[Data in this exercise Boundary: Start]

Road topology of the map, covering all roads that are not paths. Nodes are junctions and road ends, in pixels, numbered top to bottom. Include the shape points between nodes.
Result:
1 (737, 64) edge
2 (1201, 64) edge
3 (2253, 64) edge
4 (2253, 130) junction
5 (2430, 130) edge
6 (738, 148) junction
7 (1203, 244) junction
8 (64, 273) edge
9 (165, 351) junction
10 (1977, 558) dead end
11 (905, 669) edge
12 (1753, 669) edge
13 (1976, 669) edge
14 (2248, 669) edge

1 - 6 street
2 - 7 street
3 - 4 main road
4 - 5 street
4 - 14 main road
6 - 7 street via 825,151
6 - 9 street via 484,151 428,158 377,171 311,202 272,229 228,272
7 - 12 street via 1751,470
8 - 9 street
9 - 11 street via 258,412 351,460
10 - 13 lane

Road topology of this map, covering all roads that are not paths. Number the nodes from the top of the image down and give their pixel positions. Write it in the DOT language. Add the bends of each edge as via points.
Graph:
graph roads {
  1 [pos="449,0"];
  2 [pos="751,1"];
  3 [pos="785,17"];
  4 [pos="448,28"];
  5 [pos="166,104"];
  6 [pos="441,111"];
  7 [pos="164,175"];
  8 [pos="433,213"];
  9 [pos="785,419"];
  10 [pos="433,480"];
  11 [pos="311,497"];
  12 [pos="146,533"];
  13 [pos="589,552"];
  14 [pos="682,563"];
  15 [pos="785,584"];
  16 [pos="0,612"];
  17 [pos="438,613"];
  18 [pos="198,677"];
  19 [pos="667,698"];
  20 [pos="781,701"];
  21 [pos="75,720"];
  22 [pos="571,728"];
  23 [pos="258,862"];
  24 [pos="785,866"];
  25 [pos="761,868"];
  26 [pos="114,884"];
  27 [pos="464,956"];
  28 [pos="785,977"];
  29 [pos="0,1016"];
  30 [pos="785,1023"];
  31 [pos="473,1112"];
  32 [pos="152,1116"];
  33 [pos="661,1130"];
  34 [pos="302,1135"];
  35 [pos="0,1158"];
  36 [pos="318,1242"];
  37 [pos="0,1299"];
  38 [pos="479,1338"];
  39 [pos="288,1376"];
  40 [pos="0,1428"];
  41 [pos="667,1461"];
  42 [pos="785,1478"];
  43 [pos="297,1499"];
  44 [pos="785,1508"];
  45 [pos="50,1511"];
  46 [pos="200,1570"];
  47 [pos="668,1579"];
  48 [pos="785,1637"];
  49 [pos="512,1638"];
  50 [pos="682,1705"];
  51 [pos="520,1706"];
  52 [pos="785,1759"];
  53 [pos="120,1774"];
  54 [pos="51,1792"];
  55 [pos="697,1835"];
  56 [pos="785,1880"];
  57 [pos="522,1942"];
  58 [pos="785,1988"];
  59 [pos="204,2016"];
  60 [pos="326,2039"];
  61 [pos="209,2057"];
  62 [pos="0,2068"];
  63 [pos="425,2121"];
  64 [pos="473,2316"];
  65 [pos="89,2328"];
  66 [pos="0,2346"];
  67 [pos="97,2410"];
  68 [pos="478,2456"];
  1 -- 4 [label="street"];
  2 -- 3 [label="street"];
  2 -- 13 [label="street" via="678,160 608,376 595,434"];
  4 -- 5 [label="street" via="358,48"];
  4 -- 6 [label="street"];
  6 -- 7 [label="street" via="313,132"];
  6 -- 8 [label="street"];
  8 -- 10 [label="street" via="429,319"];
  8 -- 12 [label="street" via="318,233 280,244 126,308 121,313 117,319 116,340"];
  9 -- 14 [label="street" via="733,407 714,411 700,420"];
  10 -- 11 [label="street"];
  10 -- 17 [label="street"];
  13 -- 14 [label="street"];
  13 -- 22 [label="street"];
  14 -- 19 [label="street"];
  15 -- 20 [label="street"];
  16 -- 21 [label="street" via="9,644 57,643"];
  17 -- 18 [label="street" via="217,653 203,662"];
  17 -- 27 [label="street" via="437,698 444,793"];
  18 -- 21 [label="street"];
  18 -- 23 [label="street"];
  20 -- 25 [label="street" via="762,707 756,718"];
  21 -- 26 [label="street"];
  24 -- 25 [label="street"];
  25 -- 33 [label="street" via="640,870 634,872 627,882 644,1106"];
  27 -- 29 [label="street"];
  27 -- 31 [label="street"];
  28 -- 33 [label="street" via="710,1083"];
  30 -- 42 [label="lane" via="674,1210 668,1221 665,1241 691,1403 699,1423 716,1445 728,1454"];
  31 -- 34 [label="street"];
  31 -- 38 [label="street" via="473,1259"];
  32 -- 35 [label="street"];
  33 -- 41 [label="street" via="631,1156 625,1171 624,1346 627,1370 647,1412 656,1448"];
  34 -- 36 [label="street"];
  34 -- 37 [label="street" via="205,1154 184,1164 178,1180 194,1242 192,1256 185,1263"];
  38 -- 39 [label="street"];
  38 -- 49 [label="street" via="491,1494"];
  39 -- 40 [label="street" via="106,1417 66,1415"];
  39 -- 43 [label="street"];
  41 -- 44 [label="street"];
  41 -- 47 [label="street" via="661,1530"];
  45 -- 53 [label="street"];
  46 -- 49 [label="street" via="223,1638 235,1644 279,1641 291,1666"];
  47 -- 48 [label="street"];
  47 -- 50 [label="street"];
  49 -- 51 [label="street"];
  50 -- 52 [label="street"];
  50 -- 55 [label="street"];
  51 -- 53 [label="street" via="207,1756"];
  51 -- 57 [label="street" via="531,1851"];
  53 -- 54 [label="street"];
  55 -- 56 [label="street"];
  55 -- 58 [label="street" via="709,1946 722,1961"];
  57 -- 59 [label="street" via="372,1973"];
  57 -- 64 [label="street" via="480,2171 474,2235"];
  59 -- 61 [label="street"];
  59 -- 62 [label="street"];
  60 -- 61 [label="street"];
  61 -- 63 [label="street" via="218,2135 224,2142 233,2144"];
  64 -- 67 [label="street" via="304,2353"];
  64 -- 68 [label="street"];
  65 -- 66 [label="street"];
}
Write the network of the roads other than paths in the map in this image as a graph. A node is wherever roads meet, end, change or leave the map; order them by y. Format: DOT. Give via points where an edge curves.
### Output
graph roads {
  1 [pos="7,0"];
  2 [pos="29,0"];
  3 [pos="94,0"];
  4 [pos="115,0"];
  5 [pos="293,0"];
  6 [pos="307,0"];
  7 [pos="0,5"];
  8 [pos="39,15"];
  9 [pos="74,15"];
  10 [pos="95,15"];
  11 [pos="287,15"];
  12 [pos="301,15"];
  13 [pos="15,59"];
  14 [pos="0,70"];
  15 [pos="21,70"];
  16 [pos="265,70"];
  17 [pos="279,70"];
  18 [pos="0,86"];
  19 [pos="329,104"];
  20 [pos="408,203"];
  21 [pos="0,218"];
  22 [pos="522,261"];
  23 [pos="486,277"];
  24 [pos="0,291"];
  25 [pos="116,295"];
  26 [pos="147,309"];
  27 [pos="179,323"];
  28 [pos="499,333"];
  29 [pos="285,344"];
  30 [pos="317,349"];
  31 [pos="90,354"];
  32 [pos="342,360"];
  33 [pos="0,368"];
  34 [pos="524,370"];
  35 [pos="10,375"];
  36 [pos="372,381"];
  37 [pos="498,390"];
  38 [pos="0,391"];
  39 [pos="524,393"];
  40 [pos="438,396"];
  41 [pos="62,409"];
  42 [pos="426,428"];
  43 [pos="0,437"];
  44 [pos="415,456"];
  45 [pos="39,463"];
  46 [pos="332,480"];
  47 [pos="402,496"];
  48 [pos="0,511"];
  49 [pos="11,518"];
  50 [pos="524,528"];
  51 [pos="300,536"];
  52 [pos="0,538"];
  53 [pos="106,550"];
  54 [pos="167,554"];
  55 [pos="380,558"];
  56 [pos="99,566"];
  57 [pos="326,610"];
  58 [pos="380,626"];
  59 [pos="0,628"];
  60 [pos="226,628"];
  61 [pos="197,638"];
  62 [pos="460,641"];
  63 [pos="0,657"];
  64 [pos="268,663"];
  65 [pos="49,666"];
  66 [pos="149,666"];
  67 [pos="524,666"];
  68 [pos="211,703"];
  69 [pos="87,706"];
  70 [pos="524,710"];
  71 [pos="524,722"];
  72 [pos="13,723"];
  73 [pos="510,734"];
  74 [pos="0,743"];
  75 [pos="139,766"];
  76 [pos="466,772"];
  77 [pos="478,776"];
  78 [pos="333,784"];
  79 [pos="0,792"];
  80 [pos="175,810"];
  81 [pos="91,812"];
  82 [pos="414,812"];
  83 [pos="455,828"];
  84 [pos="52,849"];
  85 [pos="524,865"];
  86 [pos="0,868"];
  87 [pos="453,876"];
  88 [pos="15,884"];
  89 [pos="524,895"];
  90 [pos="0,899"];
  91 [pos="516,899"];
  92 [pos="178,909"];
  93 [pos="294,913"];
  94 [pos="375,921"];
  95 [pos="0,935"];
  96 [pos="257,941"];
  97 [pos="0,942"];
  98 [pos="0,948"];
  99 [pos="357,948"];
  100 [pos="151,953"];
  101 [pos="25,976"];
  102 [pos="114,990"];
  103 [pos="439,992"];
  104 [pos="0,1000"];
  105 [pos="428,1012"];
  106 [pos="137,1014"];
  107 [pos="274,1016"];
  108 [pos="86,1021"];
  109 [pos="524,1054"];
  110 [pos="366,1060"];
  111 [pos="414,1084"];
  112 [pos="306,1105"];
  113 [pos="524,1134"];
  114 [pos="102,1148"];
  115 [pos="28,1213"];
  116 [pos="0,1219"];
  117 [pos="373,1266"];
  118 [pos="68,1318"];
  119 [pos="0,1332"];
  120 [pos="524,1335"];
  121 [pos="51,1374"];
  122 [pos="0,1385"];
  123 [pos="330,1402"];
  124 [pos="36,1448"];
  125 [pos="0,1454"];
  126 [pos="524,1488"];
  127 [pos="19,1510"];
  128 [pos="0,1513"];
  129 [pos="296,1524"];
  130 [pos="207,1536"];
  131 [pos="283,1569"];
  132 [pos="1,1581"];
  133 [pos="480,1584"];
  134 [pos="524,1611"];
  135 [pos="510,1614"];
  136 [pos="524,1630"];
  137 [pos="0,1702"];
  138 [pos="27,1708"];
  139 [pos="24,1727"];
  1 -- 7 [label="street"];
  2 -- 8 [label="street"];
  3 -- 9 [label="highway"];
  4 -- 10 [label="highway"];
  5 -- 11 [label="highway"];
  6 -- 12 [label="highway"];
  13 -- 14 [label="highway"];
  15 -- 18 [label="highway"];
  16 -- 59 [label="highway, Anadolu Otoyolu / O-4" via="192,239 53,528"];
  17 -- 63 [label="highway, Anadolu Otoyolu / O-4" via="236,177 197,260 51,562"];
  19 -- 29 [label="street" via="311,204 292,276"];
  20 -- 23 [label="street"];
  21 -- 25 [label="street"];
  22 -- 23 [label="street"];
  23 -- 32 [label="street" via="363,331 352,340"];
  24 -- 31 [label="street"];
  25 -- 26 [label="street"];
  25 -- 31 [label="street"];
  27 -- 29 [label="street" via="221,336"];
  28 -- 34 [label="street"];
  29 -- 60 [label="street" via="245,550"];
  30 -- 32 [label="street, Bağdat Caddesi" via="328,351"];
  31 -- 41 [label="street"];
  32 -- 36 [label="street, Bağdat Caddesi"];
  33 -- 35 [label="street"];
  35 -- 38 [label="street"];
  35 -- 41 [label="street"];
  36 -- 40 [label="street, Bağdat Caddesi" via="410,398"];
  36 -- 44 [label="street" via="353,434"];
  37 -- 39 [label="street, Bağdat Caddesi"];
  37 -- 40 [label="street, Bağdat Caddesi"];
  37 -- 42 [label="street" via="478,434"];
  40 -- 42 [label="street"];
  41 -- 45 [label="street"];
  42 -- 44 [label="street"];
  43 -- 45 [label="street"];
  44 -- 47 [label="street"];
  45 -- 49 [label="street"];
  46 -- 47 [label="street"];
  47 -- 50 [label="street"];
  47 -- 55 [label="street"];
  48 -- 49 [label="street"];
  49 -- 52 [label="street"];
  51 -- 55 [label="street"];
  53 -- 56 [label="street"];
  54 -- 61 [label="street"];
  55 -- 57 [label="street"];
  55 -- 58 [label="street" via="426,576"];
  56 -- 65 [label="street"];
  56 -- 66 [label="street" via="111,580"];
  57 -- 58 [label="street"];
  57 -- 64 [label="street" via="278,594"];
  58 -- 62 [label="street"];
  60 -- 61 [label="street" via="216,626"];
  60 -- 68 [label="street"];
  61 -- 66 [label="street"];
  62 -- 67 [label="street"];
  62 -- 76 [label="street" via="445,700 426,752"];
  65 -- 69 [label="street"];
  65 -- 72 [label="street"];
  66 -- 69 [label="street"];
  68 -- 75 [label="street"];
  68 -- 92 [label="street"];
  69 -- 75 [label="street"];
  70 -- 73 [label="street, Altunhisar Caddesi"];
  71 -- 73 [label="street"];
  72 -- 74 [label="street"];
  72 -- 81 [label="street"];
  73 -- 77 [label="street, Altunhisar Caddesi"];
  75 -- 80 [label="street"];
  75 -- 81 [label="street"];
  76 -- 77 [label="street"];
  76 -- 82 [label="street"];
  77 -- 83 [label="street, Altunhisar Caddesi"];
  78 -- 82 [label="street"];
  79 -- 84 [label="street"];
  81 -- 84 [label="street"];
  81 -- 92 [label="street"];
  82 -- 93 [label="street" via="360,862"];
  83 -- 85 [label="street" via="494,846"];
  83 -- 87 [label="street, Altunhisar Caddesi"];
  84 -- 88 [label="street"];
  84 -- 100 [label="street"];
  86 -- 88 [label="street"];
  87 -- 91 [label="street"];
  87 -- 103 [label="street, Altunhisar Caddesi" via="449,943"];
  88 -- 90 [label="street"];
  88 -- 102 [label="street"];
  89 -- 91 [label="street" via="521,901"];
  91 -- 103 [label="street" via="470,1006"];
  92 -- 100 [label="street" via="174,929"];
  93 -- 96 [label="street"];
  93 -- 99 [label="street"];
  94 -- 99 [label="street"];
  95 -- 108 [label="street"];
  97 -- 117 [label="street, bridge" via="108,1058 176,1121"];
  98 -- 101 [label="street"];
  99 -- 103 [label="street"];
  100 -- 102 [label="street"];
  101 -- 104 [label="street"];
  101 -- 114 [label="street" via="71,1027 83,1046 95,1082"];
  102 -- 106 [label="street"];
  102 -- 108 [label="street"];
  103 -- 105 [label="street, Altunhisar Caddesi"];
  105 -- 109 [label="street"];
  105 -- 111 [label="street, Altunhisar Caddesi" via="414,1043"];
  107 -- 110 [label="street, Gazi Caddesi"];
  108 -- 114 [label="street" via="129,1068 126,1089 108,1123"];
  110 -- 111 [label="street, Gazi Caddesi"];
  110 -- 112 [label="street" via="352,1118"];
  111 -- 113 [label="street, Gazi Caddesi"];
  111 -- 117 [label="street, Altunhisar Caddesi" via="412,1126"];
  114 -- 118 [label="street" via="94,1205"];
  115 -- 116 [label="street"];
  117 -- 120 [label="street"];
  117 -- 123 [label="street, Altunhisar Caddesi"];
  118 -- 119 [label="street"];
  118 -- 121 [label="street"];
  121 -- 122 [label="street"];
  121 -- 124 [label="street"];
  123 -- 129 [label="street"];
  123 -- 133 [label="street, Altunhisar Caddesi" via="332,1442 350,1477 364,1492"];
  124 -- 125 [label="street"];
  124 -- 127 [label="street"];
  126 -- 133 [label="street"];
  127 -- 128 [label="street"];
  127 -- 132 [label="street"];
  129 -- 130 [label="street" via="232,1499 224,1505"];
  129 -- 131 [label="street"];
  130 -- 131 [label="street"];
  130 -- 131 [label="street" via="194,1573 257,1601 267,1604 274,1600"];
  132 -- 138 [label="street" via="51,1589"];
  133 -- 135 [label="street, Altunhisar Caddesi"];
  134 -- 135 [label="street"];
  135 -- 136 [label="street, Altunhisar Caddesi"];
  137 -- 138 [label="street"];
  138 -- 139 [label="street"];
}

[Data in this exercise Boundary: End]

→ Description of the task
Among the entries, count the lines that hold "Anadolu". Reply with the count only.

→ Response
2